The facts in this case are as follows: on June 25, 1889, plaintiff in error, Daniel Dull, being the owner of the tract of land in controversy, conveyed the same by warranty deed executed by himself and wife to John E. Blackman. Blackman, on August 2, 1889, made a deed of the same land to George F. Wright as security for moneys to be advanced by Wright. On the 29th of February, 1892, Blackman commenced this suit in the District Court of Pottawattamie County, Iowa, to compel a reconveyance by Wright on the ground of his failure to advance any money. Prior thereto, and on January 30, 1892, Blackman had executed a deed of the land to Edward Phelan, which conveyance was at first conditional, but by agreement signed by the parties on September 15, 1892, was made absolute. On the 17th of September, 1892, Phelan filed his petition of intervention, setting forth his rights in the matter under the deed of January 30 and the agreement of September 15, and also making plaintiffs in error and others defendants, alleging that they claimed certain interests in the property, and praying a decree quieting his title as against all. On January 24, 1893, plaintiff's counsel withdrew his appearance for Blackman, and, upon his application, was allowed to prosecute the action in the name of Blackman for and in behalf of Phelan, the intervenor. On February 2, 1893, the plaintiffs in error appeared in the suit and filed an answer denying all the allegations in plaintiffs petition and in the petition of intervention. On the 15th of that month, they filed an amended answer and a cross-petition, in which they set up that Blackman had obtained his deed from them by certain false representations, and that a suit

Page 169 U. S. 245

was pending in the supreme court of the State of New York, in which Daniel Dull was plaintiff, and Blackman, Wright, Phelan and others were defendants, in which the same issues were made and the same relief sought as in the case at bar. On May 29, they filed an amendment to their answer and cross-petition setting forth that the case pending in the Supreme Court of the New York had gone to decree, and attached a copy of that decree. The suit in the supreme court of the State of New York was commenced on the 3d of November, 1892. Blackman was served personally within the limits of that state, but the other defendants therein, Wright, Phelan, and Duffie, their counsel, were served only by delivering to them in Omaha, Nebraska, a copy of the complaint and summons.
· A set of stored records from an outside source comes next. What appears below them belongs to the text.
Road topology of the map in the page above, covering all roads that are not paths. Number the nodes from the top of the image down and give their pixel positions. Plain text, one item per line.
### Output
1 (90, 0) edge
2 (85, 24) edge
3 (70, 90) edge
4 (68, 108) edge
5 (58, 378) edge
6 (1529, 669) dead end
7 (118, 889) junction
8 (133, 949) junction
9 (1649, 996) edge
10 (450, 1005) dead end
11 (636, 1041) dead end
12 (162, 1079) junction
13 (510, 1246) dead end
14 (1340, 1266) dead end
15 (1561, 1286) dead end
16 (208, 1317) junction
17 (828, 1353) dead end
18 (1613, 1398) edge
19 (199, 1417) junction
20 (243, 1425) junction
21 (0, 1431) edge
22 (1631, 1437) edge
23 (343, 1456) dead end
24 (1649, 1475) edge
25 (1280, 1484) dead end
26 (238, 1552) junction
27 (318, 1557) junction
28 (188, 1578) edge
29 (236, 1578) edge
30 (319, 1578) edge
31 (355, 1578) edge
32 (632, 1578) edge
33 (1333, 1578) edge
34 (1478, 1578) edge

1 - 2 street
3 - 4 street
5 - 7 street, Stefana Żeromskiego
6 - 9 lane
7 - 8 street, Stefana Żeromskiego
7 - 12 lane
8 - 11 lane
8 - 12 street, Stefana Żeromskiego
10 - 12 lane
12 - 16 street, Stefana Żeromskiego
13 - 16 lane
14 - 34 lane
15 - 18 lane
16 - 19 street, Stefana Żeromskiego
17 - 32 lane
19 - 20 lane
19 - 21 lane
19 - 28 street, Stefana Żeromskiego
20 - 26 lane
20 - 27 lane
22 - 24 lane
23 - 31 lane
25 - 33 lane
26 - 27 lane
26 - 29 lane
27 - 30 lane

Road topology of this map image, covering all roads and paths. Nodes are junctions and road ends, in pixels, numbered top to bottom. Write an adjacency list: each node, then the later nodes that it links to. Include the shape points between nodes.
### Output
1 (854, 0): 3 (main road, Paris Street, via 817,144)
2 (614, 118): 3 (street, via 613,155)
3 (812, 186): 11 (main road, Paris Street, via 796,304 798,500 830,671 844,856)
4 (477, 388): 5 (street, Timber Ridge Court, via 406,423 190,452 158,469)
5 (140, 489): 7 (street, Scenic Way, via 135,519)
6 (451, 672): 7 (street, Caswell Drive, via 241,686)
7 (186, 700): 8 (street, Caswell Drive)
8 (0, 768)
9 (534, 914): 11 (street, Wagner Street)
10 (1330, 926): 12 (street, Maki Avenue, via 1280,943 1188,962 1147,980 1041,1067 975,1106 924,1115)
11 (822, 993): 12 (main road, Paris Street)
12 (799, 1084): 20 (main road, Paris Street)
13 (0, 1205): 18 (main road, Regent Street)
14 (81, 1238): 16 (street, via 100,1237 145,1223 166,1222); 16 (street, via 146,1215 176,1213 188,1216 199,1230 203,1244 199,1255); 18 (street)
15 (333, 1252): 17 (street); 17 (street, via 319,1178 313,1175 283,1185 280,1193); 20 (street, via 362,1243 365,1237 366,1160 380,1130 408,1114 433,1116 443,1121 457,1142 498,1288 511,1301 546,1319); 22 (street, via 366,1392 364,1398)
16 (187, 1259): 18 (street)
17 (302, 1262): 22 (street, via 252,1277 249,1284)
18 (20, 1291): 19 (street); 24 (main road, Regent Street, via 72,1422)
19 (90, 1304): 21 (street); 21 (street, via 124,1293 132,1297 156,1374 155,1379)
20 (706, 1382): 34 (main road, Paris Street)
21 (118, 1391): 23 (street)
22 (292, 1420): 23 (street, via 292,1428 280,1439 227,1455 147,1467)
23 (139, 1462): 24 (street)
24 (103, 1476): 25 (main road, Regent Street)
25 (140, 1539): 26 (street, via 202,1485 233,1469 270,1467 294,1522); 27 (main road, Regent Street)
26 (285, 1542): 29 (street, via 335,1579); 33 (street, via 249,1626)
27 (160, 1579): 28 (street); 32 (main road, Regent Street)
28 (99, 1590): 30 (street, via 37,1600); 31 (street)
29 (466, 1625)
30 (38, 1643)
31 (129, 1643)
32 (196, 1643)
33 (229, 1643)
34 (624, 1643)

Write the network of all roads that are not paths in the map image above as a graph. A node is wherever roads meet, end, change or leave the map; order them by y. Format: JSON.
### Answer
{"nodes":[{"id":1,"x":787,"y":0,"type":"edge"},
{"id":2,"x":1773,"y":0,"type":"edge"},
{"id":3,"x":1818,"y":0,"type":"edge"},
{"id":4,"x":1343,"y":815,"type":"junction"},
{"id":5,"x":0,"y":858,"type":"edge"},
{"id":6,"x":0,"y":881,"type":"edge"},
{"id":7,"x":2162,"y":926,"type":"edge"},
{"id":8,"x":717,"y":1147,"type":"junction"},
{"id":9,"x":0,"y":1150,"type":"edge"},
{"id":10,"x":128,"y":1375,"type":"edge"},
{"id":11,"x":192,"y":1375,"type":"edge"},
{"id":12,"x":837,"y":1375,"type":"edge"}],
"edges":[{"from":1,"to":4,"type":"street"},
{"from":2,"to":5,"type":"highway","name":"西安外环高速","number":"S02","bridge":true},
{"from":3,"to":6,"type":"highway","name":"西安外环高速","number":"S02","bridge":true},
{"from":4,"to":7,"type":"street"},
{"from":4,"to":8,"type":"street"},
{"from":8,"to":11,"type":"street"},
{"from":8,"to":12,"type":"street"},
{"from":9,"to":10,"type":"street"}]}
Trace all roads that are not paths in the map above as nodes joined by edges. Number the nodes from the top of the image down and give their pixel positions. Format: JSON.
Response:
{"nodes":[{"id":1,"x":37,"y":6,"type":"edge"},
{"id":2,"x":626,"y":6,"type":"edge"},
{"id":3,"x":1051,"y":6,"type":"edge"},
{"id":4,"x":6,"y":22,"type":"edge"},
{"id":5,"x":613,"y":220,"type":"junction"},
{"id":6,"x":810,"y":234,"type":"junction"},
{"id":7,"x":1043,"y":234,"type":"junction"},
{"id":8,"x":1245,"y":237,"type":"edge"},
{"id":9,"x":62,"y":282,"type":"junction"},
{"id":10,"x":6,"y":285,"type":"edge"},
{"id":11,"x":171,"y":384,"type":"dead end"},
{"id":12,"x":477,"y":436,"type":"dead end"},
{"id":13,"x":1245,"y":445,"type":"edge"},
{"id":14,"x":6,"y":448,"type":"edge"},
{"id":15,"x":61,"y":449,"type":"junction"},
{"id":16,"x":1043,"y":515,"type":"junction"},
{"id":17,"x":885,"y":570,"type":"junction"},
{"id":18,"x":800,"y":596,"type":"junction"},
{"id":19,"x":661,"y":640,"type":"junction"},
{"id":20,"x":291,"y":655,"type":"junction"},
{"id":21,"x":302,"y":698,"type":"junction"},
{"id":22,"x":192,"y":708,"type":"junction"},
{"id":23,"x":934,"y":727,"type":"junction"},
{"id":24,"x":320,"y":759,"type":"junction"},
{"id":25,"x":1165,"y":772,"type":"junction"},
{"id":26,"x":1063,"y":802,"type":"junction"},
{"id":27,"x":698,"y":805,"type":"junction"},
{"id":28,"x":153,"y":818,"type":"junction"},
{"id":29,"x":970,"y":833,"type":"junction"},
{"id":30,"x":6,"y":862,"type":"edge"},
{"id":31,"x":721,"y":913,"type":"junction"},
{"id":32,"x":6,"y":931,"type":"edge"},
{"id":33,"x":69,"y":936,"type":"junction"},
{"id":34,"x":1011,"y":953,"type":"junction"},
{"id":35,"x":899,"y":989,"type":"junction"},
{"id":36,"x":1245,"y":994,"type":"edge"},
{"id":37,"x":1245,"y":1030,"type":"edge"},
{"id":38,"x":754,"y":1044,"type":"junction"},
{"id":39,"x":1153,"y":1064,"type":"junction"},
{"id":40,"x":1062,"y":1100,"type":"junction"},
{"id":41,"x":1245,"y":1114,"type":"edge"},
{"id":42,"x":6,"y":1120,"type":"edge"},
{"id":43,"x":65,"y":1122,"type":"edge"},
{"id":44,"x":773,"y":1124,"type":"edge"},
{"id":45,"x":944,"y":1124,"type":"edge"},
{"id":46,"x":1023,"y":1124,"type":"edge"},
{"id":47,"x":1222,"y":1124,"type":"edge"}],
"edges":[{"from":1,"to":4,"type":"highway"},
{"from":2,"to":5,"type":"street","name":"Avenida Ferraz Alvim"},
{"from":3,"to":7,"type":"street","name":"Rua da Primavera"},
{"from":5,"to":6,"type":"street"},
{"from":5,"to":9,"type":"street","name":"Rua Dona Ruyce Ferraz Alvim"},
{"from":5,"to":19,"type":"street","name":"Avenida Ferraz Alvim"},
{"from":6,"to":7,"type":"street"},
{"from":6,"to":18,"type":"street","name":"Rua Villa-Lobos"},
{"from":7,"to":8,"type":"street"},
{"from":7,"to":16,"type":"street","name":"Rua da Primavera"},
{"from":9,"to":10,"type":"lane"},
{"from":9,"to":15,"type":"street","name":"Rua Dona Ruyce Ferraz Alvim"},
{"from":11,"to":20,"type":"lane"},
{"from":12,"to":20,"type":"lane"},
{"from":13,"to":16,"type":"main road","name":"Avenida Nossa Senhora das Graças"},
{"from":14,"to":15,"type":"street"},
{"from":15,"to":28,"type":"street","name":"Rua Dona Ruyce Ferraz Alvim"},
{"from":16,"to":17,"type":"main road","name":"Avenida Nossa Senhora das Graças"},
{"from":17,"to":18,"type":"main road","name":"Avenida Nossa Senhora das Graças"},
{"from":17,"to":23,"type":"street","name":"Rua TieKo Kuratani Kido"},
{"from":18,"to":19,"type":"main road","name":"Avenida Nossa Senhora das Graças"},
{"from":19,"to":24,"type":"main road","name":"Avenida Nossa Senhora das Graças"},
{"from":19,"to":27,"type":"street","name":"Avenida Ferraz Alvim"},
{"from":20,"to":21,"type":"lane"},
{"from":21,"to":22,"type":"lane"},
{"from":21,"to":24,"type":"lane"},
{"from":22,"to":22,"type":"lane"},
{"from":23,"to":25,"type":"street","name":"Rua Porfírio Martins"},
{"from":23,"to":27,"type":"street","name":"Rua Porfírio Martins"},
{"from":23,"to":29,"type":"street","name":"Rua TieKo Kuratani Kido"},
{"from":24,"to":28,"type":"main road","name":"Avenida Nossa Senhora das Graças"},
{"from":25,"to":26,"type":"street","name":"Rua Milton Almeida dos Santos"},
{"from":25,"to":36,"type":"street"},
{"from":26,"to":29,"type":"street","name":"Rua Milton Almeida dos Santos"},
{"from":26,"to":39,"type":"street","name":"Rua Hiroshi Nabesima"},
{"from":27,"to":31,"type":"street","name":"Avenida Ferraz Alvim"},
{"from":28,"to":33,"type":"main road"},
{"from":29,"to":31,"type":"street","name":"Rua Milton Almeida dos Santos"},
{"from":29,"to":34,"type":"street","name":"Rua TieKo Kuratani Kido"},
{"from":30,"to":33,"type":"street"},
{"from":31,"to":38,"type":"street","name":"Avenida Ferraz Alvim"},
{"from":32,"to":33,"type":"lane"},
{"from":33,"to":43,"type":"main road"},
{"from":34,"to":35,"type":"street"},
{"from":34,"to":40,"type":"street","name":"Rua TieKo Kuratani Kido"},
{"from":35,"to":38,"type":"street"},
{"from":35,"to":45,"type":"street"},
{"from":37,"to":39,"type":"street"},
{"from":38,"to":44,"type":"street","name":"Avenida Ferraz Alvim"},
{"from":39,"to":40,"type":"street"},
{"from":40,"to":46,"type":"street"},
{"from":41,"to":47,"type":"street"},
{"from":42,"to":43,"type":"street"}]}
No appearance was made by them. Notwithstanding which, the decree was entered against them as against Blackman, and was a decree establishing the title of Daniel Dull, setting aside the deed made by him and his wife to Blackman and enjoining the several defendants from further prosecuting the action in the Iowa court. After certain other pleadings and amendments thereto had been made, the case in the District Court of Pottawattamie County, Iowa, came on for hearing, and upon the testimony, that court entered a decree quieting Phelan's title to the land as against any and all other parties to the suit, subject, however, to certain mortgage interests which were recognized and protected, but which are not in any way pertinent to this controversy between Dull and wife and the defendants in error. On appeal to the supreme court of the state, such decree was, on January 21, 1896, affirmed, from which judgment of affirmance plaintiffs in error have brought the case here.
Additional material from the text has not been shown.